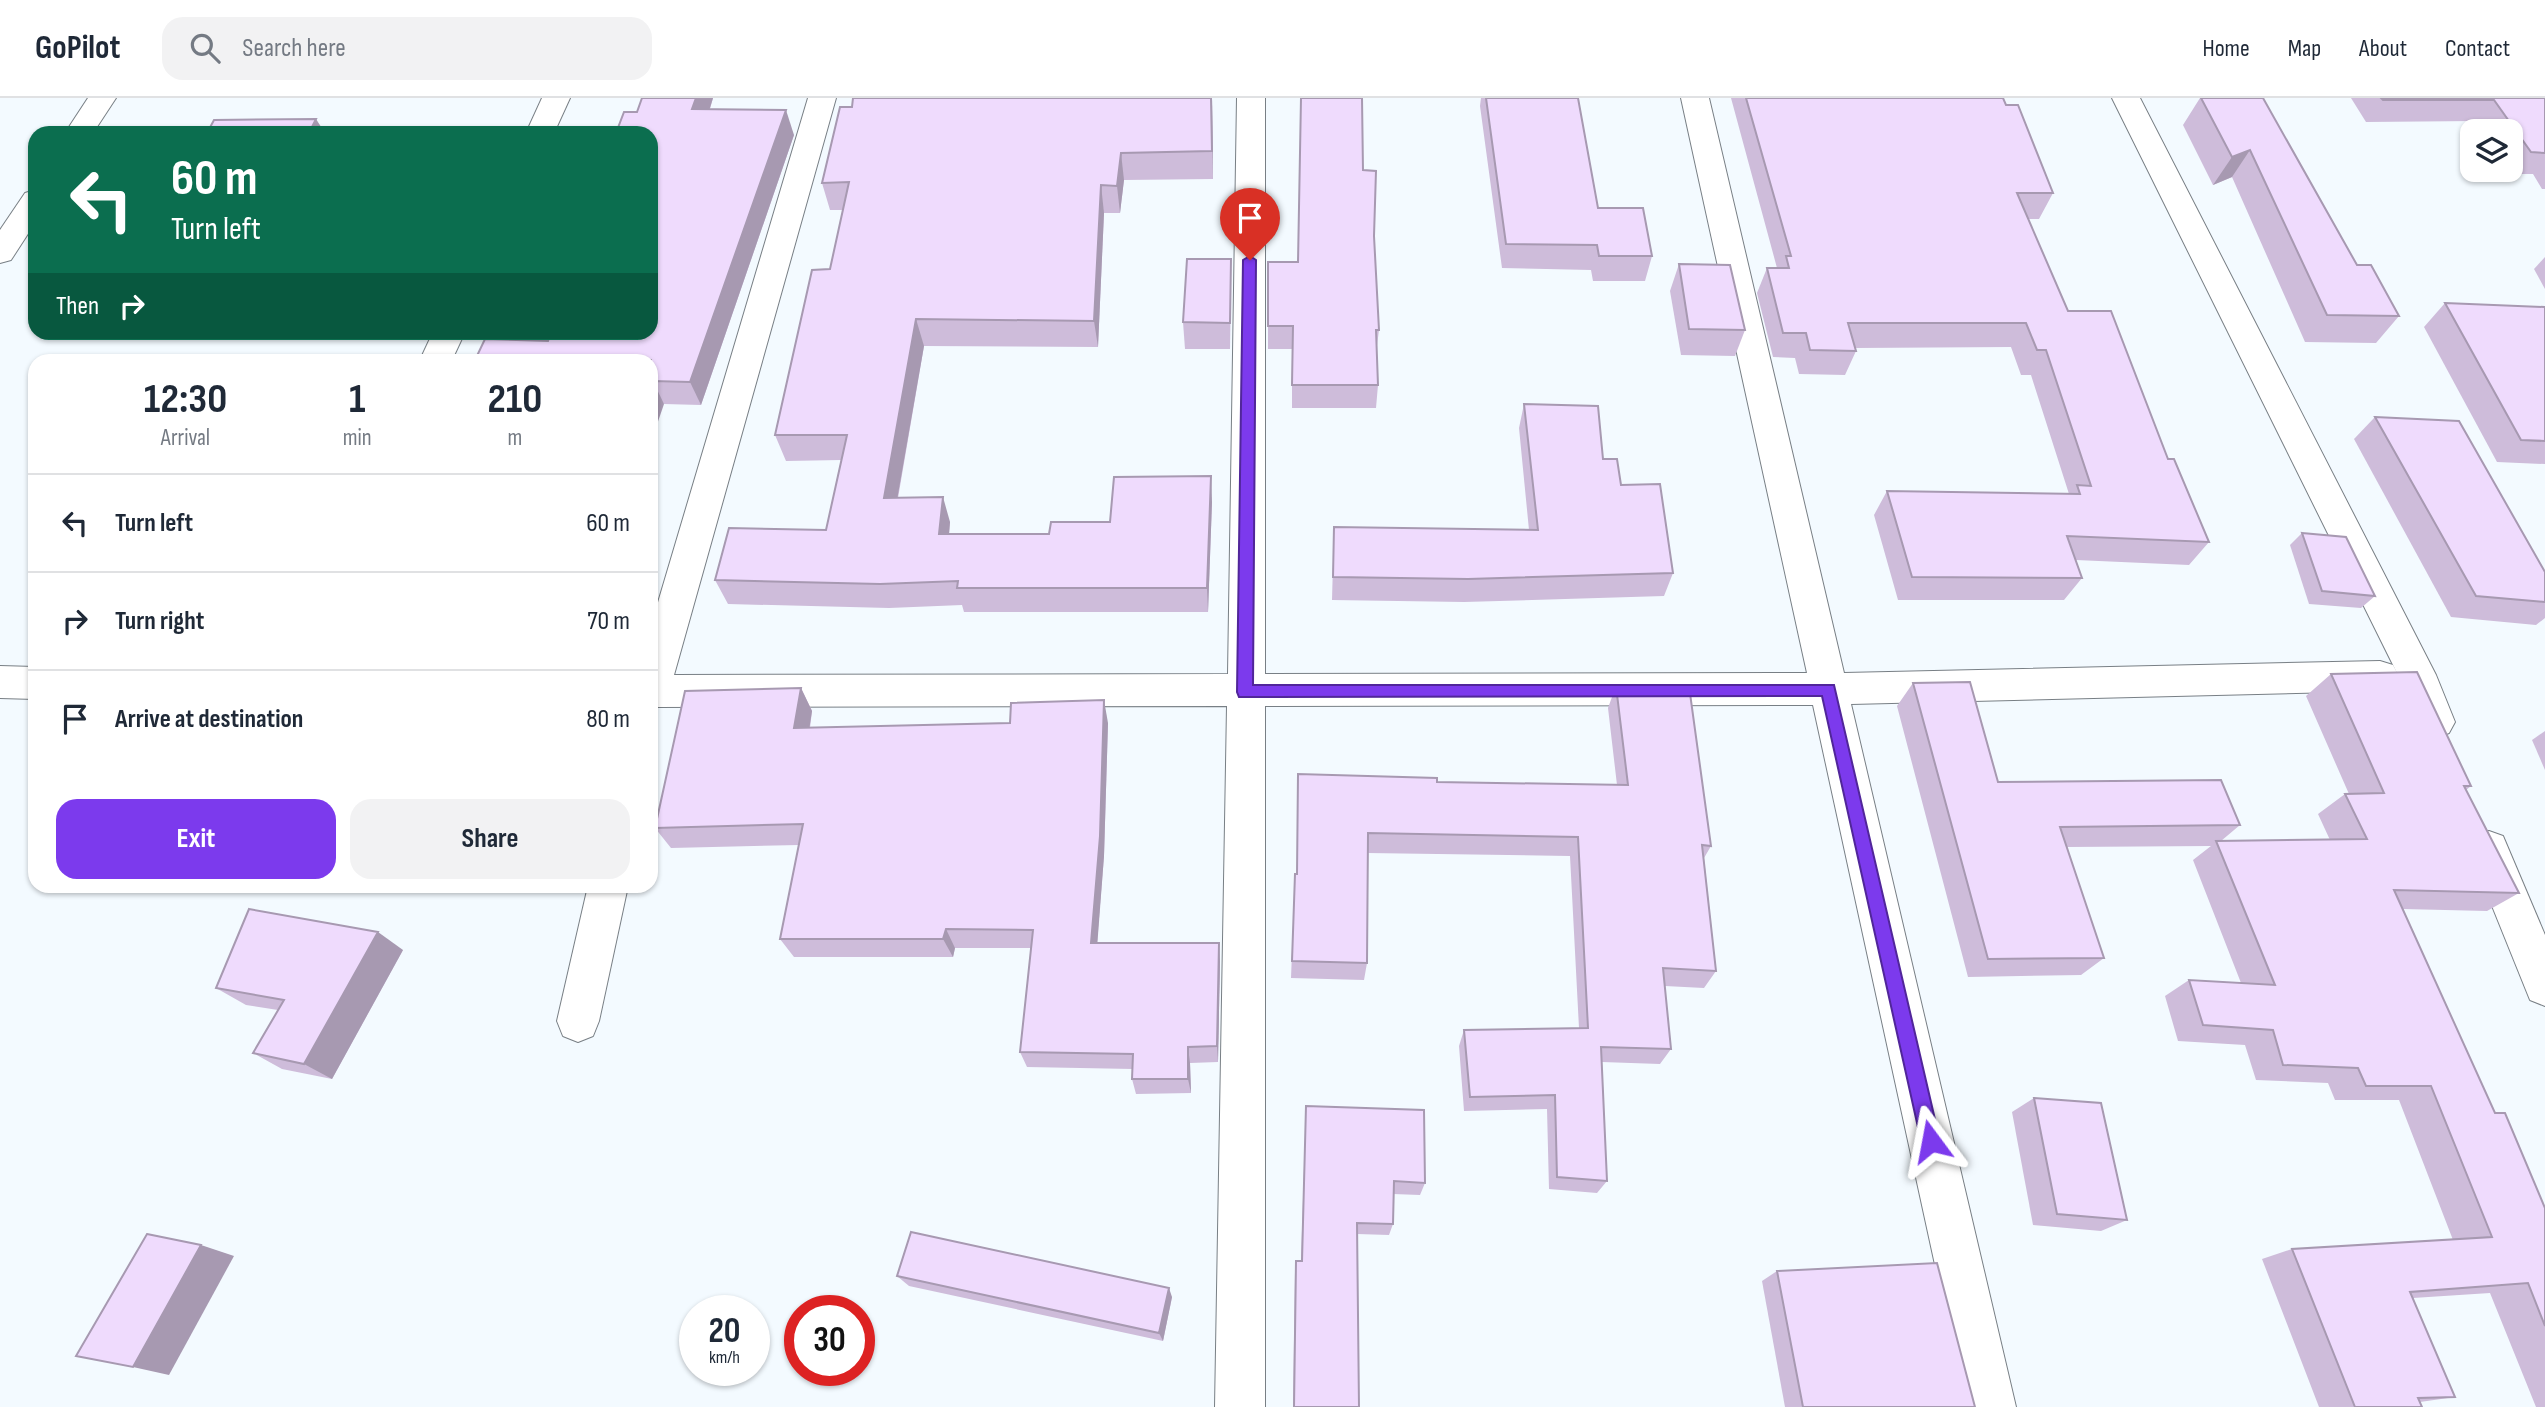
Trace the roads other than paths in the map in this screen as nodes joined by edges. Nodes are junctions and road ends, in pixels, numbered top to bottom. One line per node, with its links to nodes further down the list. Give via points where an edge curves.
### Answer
1 (102, 98): 7 (street)
2 (556, 98): 8 (street)
3 (822, 98): 11 (street)
4 (1251, 98): 17 (street)
5 (1695, 98): 16 (street)
6 (2126, 98): 12 (street)
7 (84, 126)
8 (543, 126)
9 (28, 211): 10 (street)
10 (0, 253)
11 (658, 666)
12 (2417, 675): 16 (street); 18 (street)
13 (0, 682): 14 (street)
14 (28, 683)
15 (658, 690): 17 (street)
16 (1829, 690): 17 (street); 24 (street)
17 (1245, 692): 23 (street)
18 (2448, 750)
19 (2479, 825): 21 (street)
20 (606, 893): 22 (street)
21 (2545, 986)
22 (578, 1021)
23 (1240, 1407)
24 (1991, 1407)

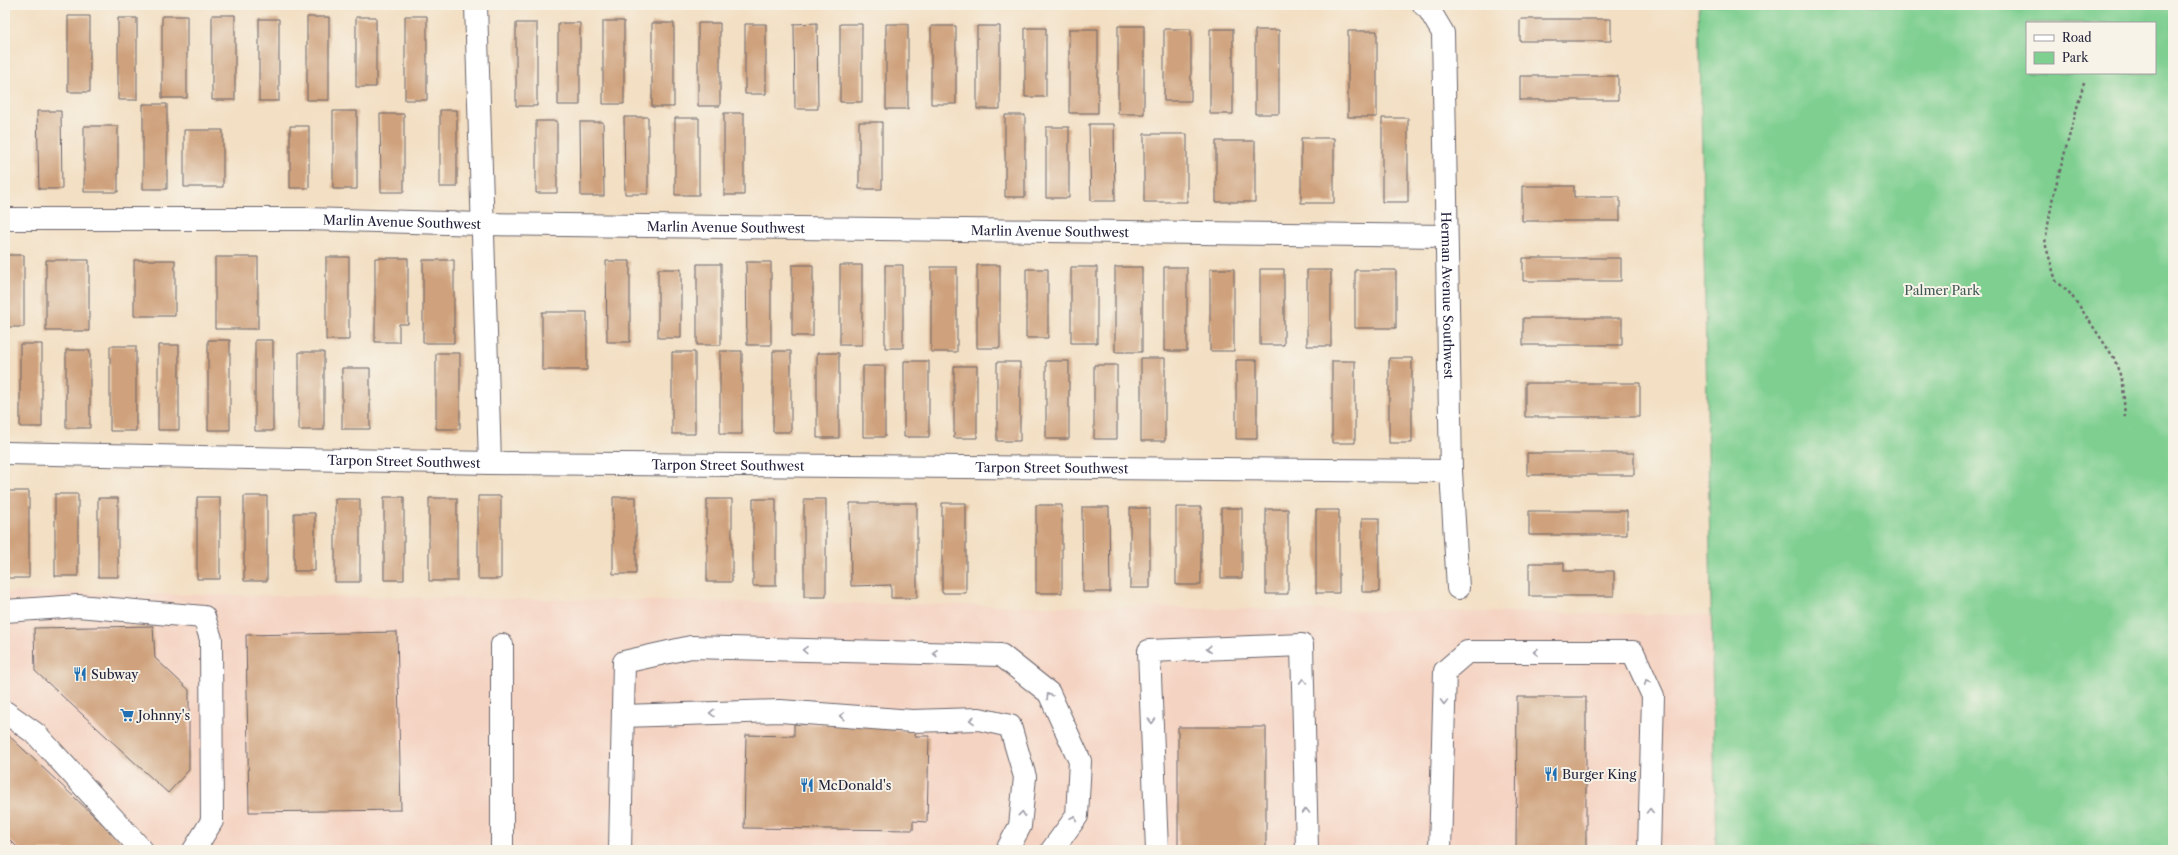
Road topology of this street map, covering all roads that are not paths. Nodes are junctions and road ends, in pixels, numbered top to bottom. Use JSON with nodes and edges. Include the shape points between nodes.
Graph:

> **Work to be completed**
What lines above contain "nodes"? Copy them out.

> **Completed task**
Trace the roads other than paths in the map in this screen as nodes joined by edges. Nodes are junctions and road ends, in pixels, numbered top to bottom. One line per node, with its links to nodes further down the list. Give via points where an edge curves.
Road topology of this street map, covering all roads that are not paths. Nodes are junctions and road ends, in pixels, numbered top to bottom. Use JSON with nodes and edges. Include the shape points between nodes.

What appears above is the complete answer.